In the Dollhouse, Madeline is receiving her diagnostic. As they finish, Ballard brings Echo in and attempts to place her in the chair. Echo manages to escape but is cornered and sedated. Ballard notices Madeline is cut, and takes her to see the doctor. Madeline tells Ballard that Echo will be fine, as she knows how it feels to have a child taken away. She reveals that she had a baby daughter, who died of cancer. Ballard asks if Madeline is happy now, to which she replies she is not sad. Echo wakes up and is wiped. However the wipe seems to fail, as Echo punches Topher, knocking him unconscious.

Perrin goes through the documents that were given to him. He realizes the illegal activities that Rossum is engaged in. Perrin's wife says they must follow through with this.

Echo manages to escape the Dollhouse. In DeWitt's office, Topher tries to explain what has happened. Ballard believes that Echo is going to get the baby. DeWitt wonders how it is possible as Echo was wiped. Ballard believes it is because Topher changed her at a glandular level, so a normal wipe is not strong enough. Topher agrees and notes that triggering lactation was a step too far. DeWitt orders Ballard to retrieve Echo.

At the house, Nate goes to make a bottle of milk for Jack. DeWitt calls Nate telling him to leave the house now, however the power is shortly cut due to a storm. Nate goes back to the bedroom, but Jack has been already taken. As Nate runs back downstairs, he sees Echo holding the baby and a knife. Nate tries to talk Echo down, but Echo is infuriated when Nate tells her that she is not the real mother. Nate apologizes for making Echo love Jack and then taking him away. Nate tries to talk Echo down again as Ballard arrives. Nate is successful, as Echo hands Jack back to him and walks away.
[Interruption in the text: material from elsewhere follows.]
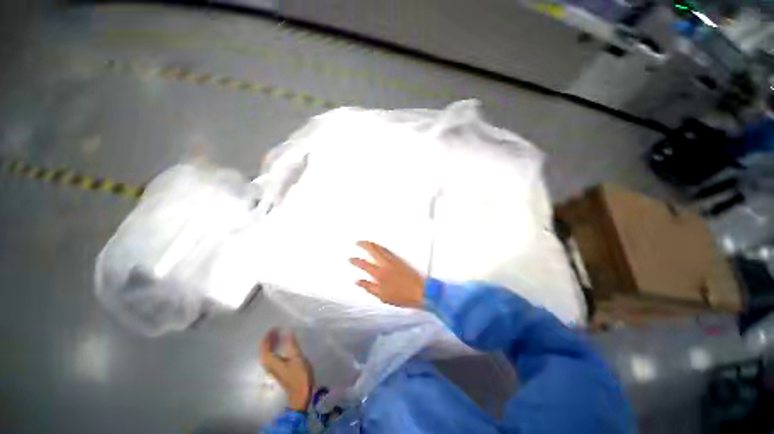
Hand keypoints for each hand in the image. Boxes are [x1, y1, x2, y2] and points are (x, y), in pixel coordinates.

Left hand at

Ballard follows Echo to a park. Echo tells Ballard that she does not remember her engagements, but she does remember the feelings associated with each engagement, such as love, pain and fear. She notes that it is not pretend for her. Ballard offers to tell Topher what is happening and fix it so she doesn't feel like she does now. Echo says it would be worse that way. She is awake now and doesn't want to go back to sleep. The episode ends with Ballard sitting next to Echo on the park bench.

==Reception==

===Reviews===
Rachel Reitsleff from iF Magazine said the episode had a huge flaw citing that "one can see where the work required by the viewer to put together what we're being told about Echo's evolution could be downright daunting to anyone tuning in for the first time." She also notes that it is extremely hard to relate to the series saying "the arc and standalone elements don't complement each other very well in 'Instinct' – we are told that Echo's recent experiences are having an effect on her, but we don't yet see that effect." Eric Goldman of IGN gave the episode a 7. He said, "after that jarring beginning, this turned out to be a somewhat lackluster installment, which unfortunately once again brought up some of the show's problems." He notes that there is no real investment into the characters citing that "even learning that Echo is now remembering everything after an engagement doesn't change the fact that when she's in the midst of an engagement, she is apparently still not herself."